Seemore Green Calender for June.
Meeting point for all events: Seemore Green- behind 1411 Seymour Street, unless noted.


June 3 (bike week):  guerrilla gardening bike ride to see community gardens;  bring your bike.  make some seed bombs if you can and lets ride around checking out gardens.  Meet at 5pm at Seemore Green, we will leave by 5:30.

June 7 (Saturday):  Native plant gardening and plant walk, with Billy the Elder, and hopefully Laurie Lacey!   2-4pm, meet at Seemore Green with walking shoes.

June 8 (Sunday):  Sheet mulch workshop with Jen Stotland.  1pm, Seemore.

June 10 (Tuesday):  Native plant gardening and walk
.  5pm.

June 17 (Tuesday):  Woven willow fence workshop.
Brenna and Sanda, NSCAD textile student and prof will be guiding us to weave a story in willow on the fence for the grapes and honeysuckle to grow up.  5-7pm.
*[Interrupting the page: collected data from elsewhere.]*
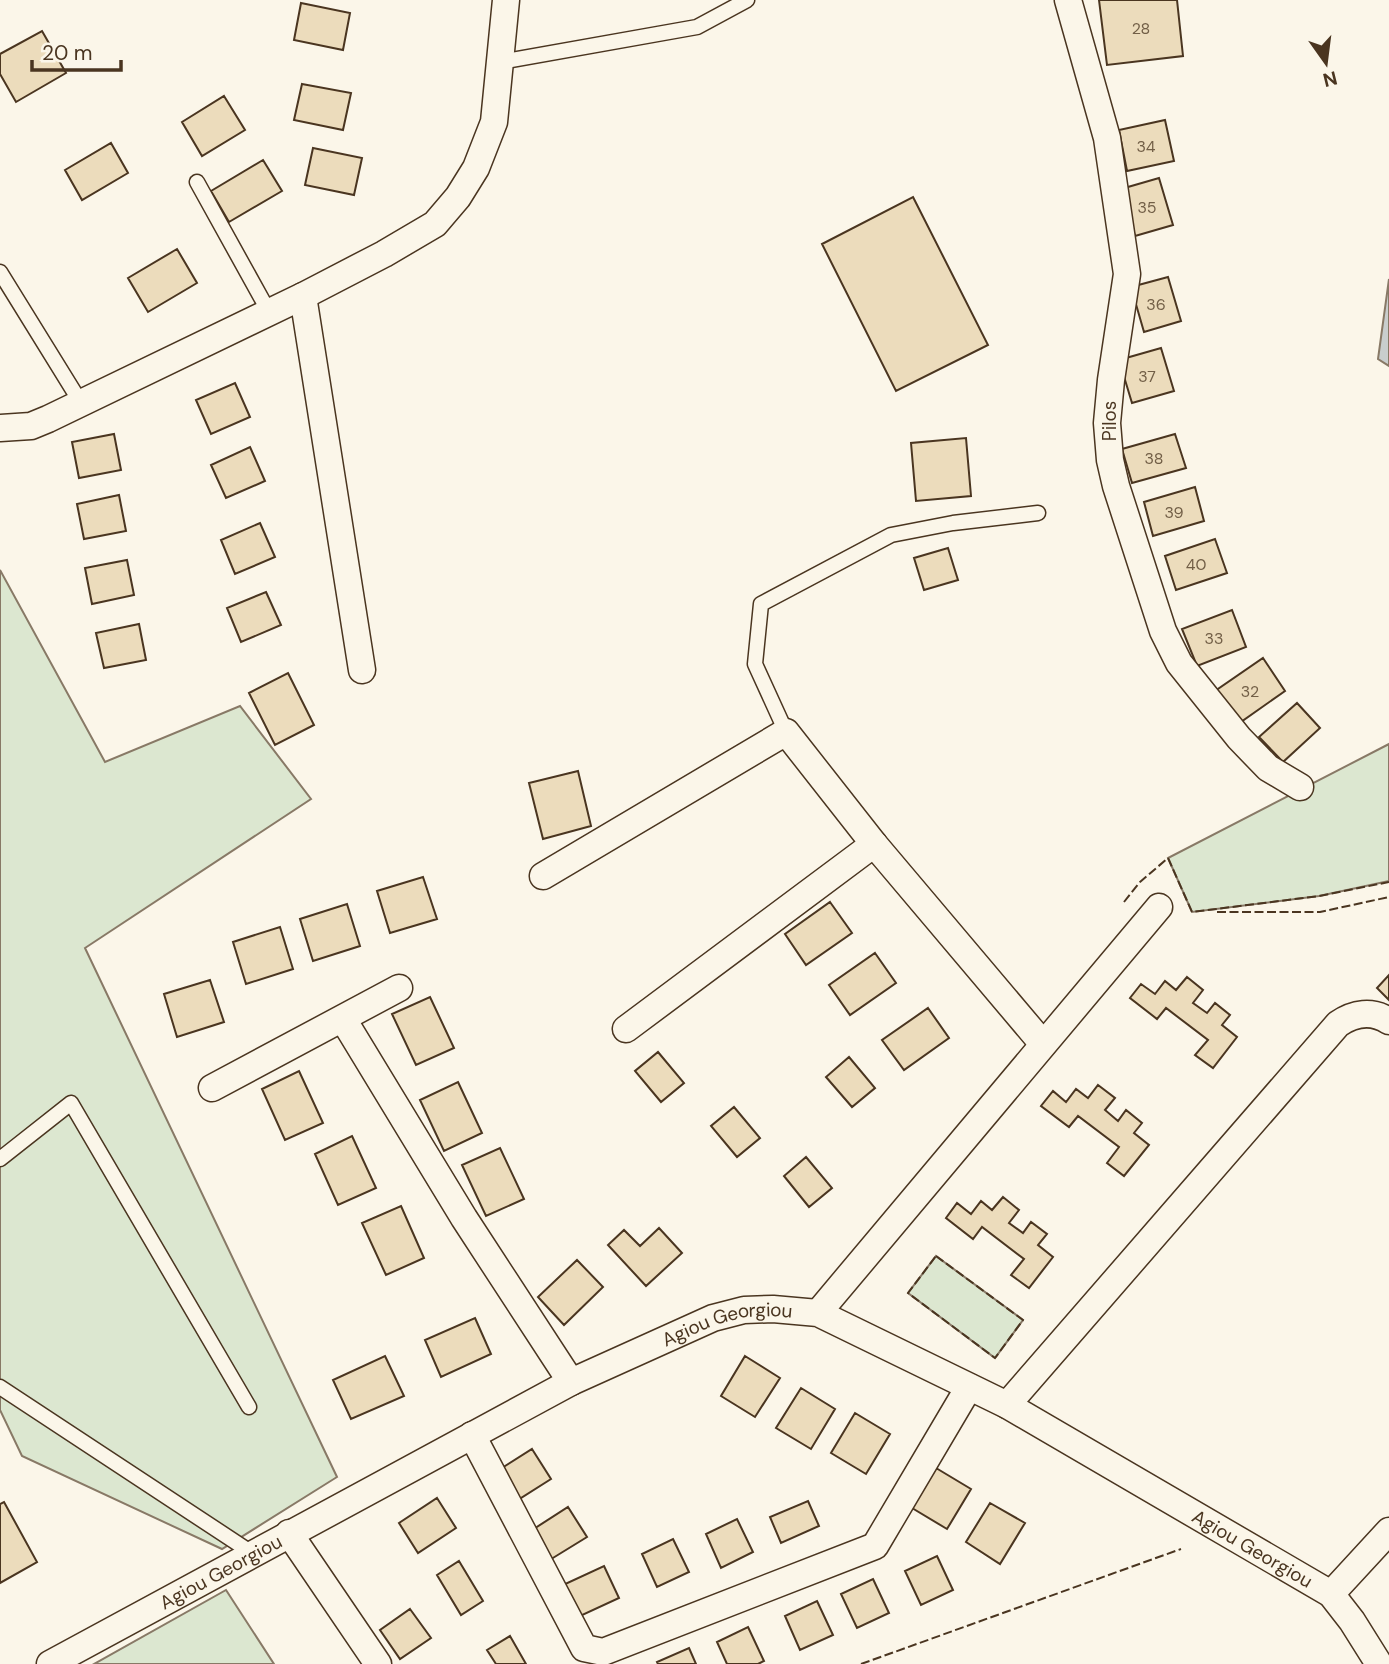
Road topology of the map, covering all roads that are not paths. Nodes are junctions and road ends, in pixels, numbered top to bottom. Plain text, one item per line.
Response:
1 (506, 0) edge
2 (747, 0) edge
3 (1068, 0) edge
4 (500, 62) junction
5 (197, 182) dead end
6 (0, 272) edge
7 (303, 296) junction
8 (269, 312) junction
9 (81, 403) junction
10 (0, 428) edge
11 (1038, 513) dead end
12 (362, 670) dead end
13 (786, 732) junction
14 (1300, 787) dead end
15 (874, 844) junction
16 (543, 876) dead end
17 (1159, 907) dead end
18 (398, 988) dead end
19 (342, 1019) junction
20 (1389, 1021) edge
21 (626, 1029) dead end
22 (1042, 1044) junction
23 (212, 1087) dead end
24 (0, 1159) edge
25 (818, 1313) junction
26 (571, 1382) junction
27 (0, 1387) edge
28 (969, 1387) junction
29 (1007, 1405) junction
30 (249, 1407) dead end
31 (472, 1435) junction
32 (1389, 1531) edge
33 (289, 1533) junction
34 (252, 1553) junction
35 (1331, 1594) junction
36 (50, 1664) edge
37 (378, 1664) edge
38 (1379, 1664) edge

1 - 4 street
2 - 4 lane
3 - 14 street, Pilos
4 - 7 street
5 - 8 lane
6 - 9 lane
7 - 8 street
7 - 12 street
8 - 9 street
9 - 10 street
11 - 13 lane
13 - 15 street
13 - 16 street
15 - 21 street
15 - 22 street
17 - 22 street
18 - 19 street
19 - 23 street
19 - 26 street
20 - 29 street
22 - 25 street
24 - 30 lane
25 - 26 street, Agiou Georgiou
25 - 28 street, Agiou Georgiou
26 - 31 street, Agiou Georgiou
27 - 34 lane
28 - 29 street, Agiou Georgiou
28 - 31 street
29 - 35 street, Agiou Georgiou
31 - 33 street, Agiou Georgiou
32 - 35 street
33 - 34 street, Agiou Georgiou
33 - 37 street
34 - 36 street, Agiou Georgiou
35 - 38 street, Agiou Georgiou

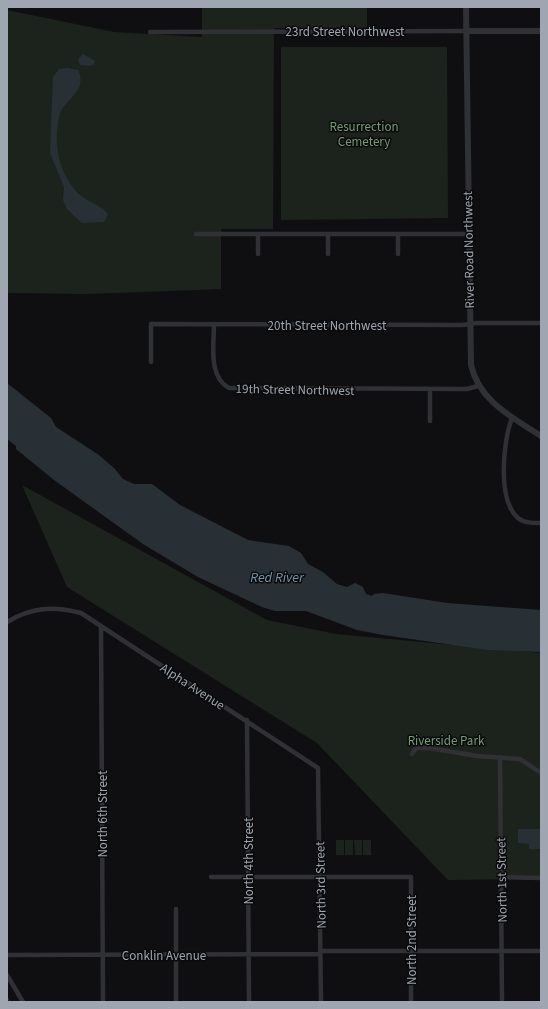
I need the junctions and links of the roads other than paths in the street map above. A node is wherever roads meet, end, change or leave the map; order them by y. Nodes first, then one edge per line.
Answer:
1 (466, 7) edge
2 (466, 31) junction
3 (541, 31) edge
4 (150, 32) dead end
5 (196, 234) dead end
6 (258, 234) junction
7 (328, 234) junction
8 (398, 234) junction
9 (468, 234) junction
10 (258, 254) dead end
11 (328, 254) dead end
12 (398, 254) dead end
13 (541, 323) edge
14 (214, 324) junction
15 (469, 324) junction
16 (151, 362) dead end
17 (478, 386) junction
18 (430, 389) junction
19 (512, 418) junction
20 (430, 421) dead end
21 (541, 436) edge
22 (541, 524) edge
23 (7, 622) edge
24 (100, 627) junction
25 (247, 720) junction
26 (412, 754) dead end
27 (500, 757) junction
28 (318, 768) joint
29 (541, 773) edge
30 (211, 877) dead end
31 (320, 877) junction
32 (501, 877) junction
33 (248, 878) junction
34 (541, 878) edge
35 (176, 910) dead end
36 (411, 951) junction
37 (502, 951) junction
38 (541, 951) edge
39 (320, 953) junction
40 (7, 955) edge
41 (103, 955) junction
42 (176, 955) junction
43 (249, 955) junction
44 (7, 975) edge
45 (23, 1002) edge
46 (103, 1002) edge
47 (176, 1002) edge
48 (249, 1002) edge
49 (321, 1002) edge
50 (411, 1002) edge
51 (502, 1002) edge

1 - 2 street, River Road Northwest
2 - 3 street, 23rd Street Northwest
2 - 4 street, 23rd Street Northwest
2 - 9 street, River Road Northwest
5 - 6 street
6 - 7 street
6 - 10 street
7 - 8 street
7 - 11 street
8 - 9 street
8 - 12 street
9 - 15 street, River Road Northwest
13 - 15 street, 20th Street Northwest
14 - 15 street, 20th Street Northwest
14 - 16 street, 20th Street Northwest
14 - 18 street, 19th Street Northwest
15 - 17 street, River Road Northwest
17 - 18 street, 19th Street Northwest
17 - 19 street, River Road Northwest
18 - 20 street
19 - 21 street, River Road Northwest
19 - 22 street
23 - 24 street, Alpha Avenue
24 - 25 street, Alpha Avenue
24 - 41 street, North 6th Street
25 - 28 street, Alpha Avenue
25 - 33 street, North 4th Street
26 - 27 street
27 - 29 street
27 - 32 street, North 1st Street
28 - 31 street, North 3rd Street
30 - 33 street
31 - 33 street
31 - 36 street, North 2nd Street
31 - 39 street, North 3rd Street
32 - 34 street
32 - 37 street, North 1st Street
33 - 43 street, North 4th Street
35 - 42 street
36 - 37 street, Conklin Avenue
36 - 39 street, Conklin Avenue
36 - 50 street, North 2nd Street
37 - 38 street, Conklin Avenue
37 - 51 street, North 1st Street
39 - 43 street, Conklin Avenue
39 - 49 street, North 3rd Street
40 - 41 street, Conklin Avenue
41 - 42 street, Conklin Avenue
41 - 46 street, North 6th Street
42 - 43 street, Conklin Avenue
42 - 47 street
43 - 48 street, North 4th Street
44 - 45 street

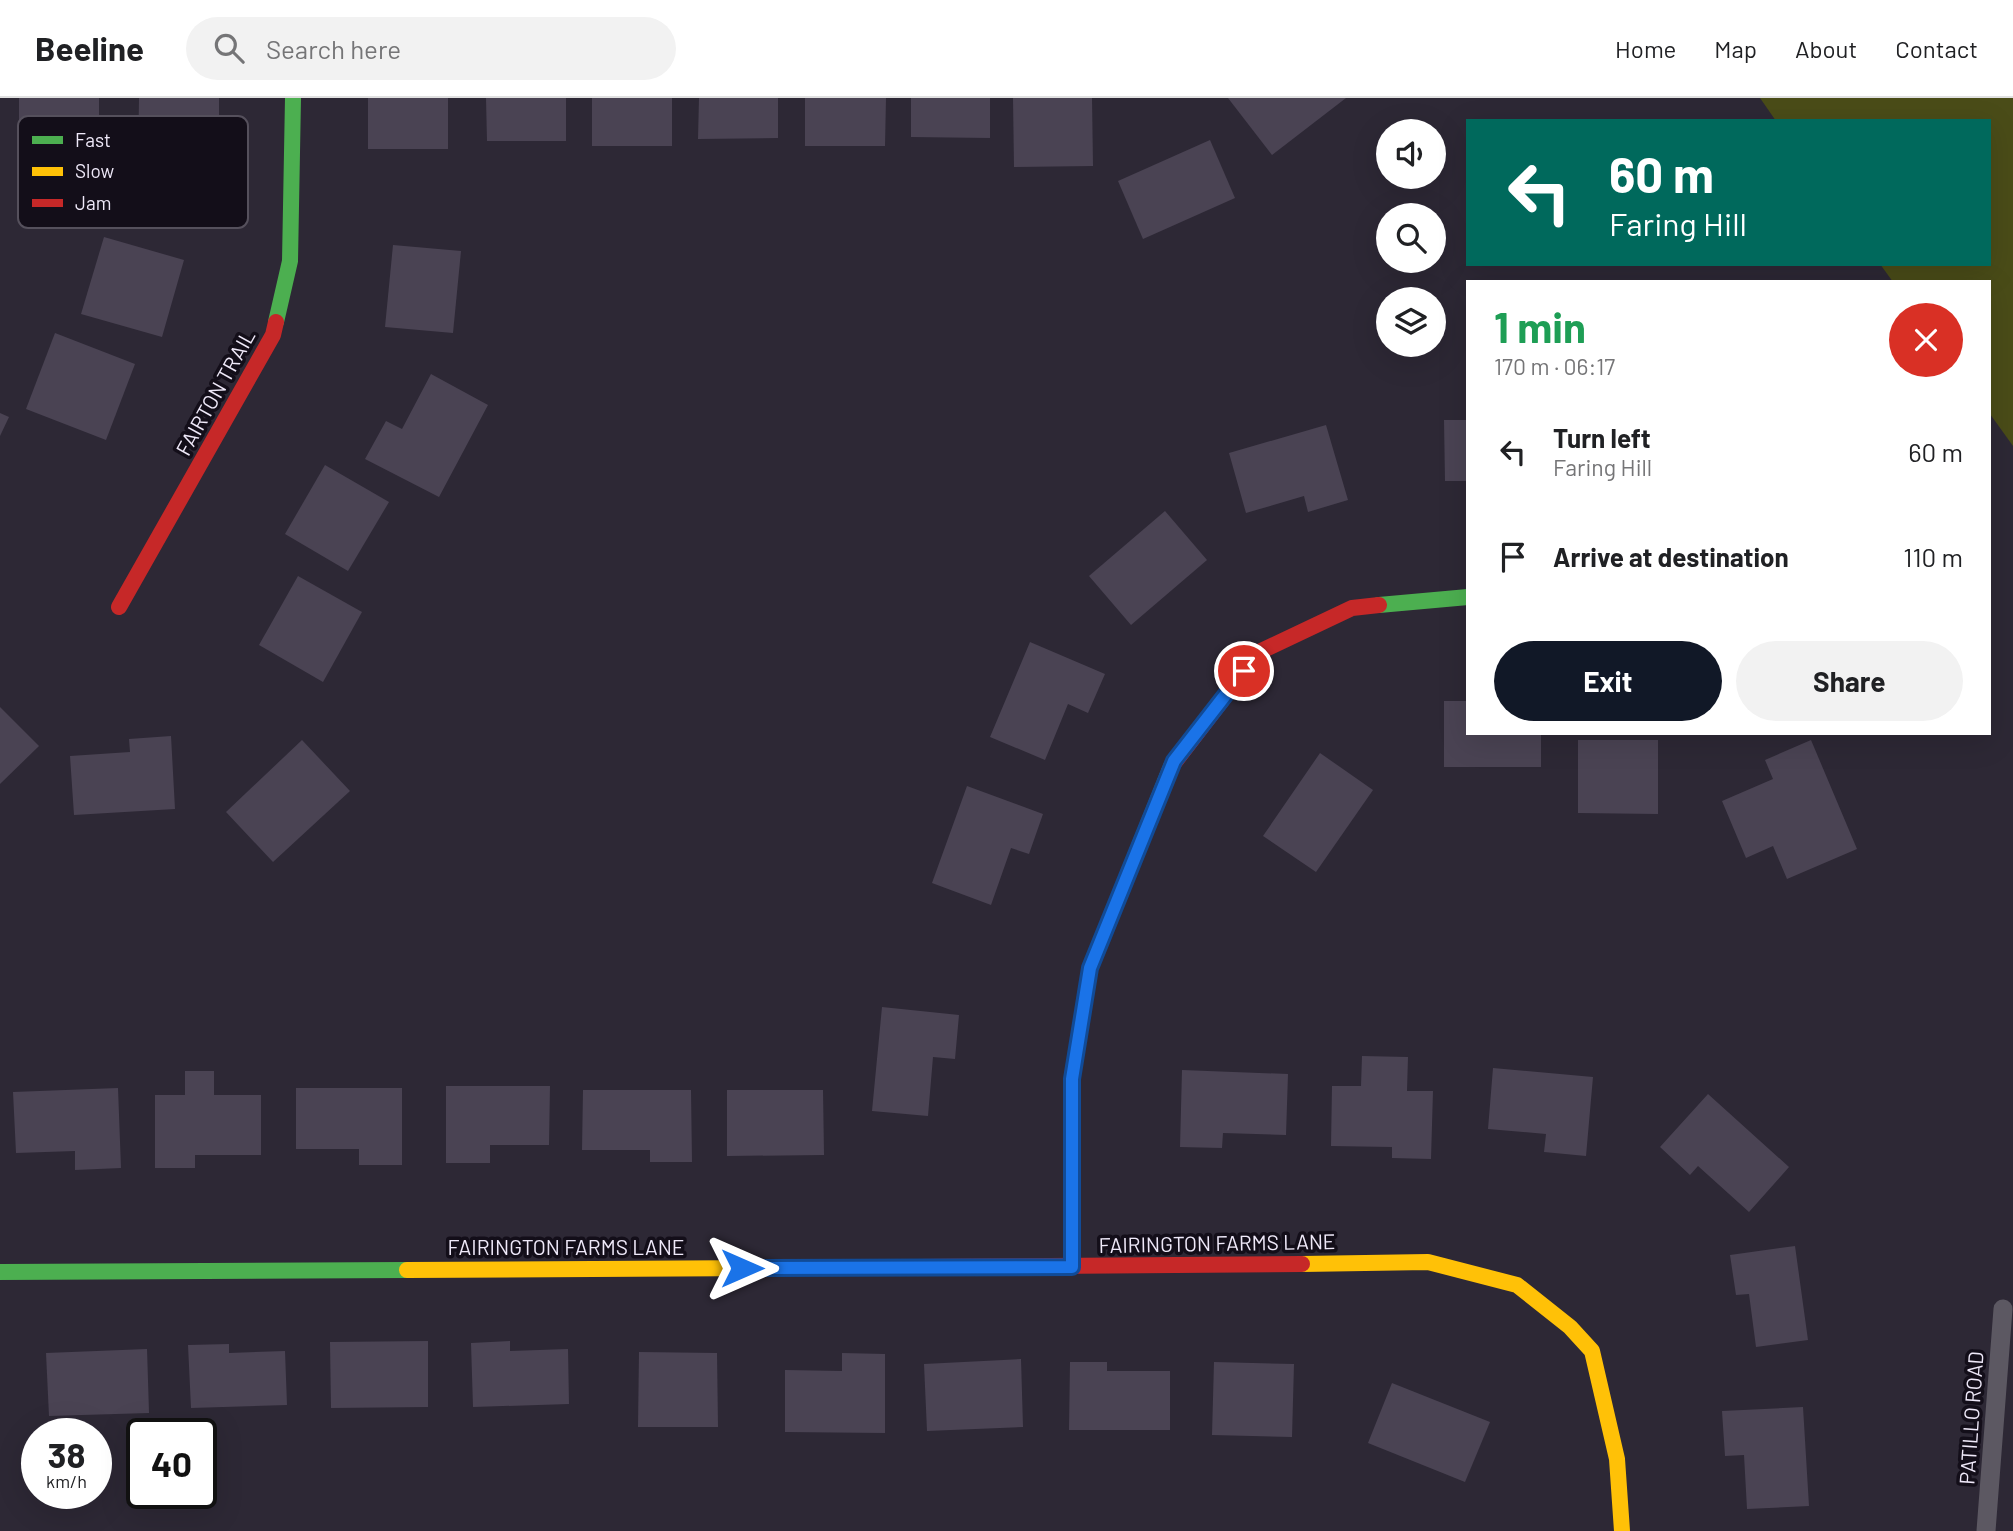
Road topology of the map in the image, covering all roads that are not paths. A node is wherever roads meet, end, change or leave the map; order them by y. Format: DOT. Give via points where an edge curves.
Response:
graph roads {
  1 [pos="293,98"];
  2 [pos="1466,597"];
  3 [pos="119,607"];
  4 [pos="1072,1267"];
  5 [pos="0,1272"];
  6 [pos="2003,1309"];
  7 [pos="1622,1531"];
  8 [pos="1986,1531"];
  1 -- 3 [label="street, FAIRTON TRAIL" via="290,261 273,335"];
  2 -- 4 [label="street" via="1352,608 1259,652 1174,761 1090,968 1072,1079"];
  4 -- 5 [label="street, FAIRINGTON FARMS LANE"];
  4 -- 7 [label="street, FAIRINGTON FARMS LANE" via="1428,1262 1517,1285 1570,1326 1592,1350 1617,1459"];
  6 -- 8 [label="lane, PATILLO ROAD"];
}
June 24 (Tuesday):  bike trailer building.  With help from Dave, Wayne, and Leah we can build ourselves some simple bike trailers.  I will post the list of ingredients on the blog over the next week or so, so if you want one, start scavenging &/or let us what you are thinking and needing.  Gardeners need bike trailers!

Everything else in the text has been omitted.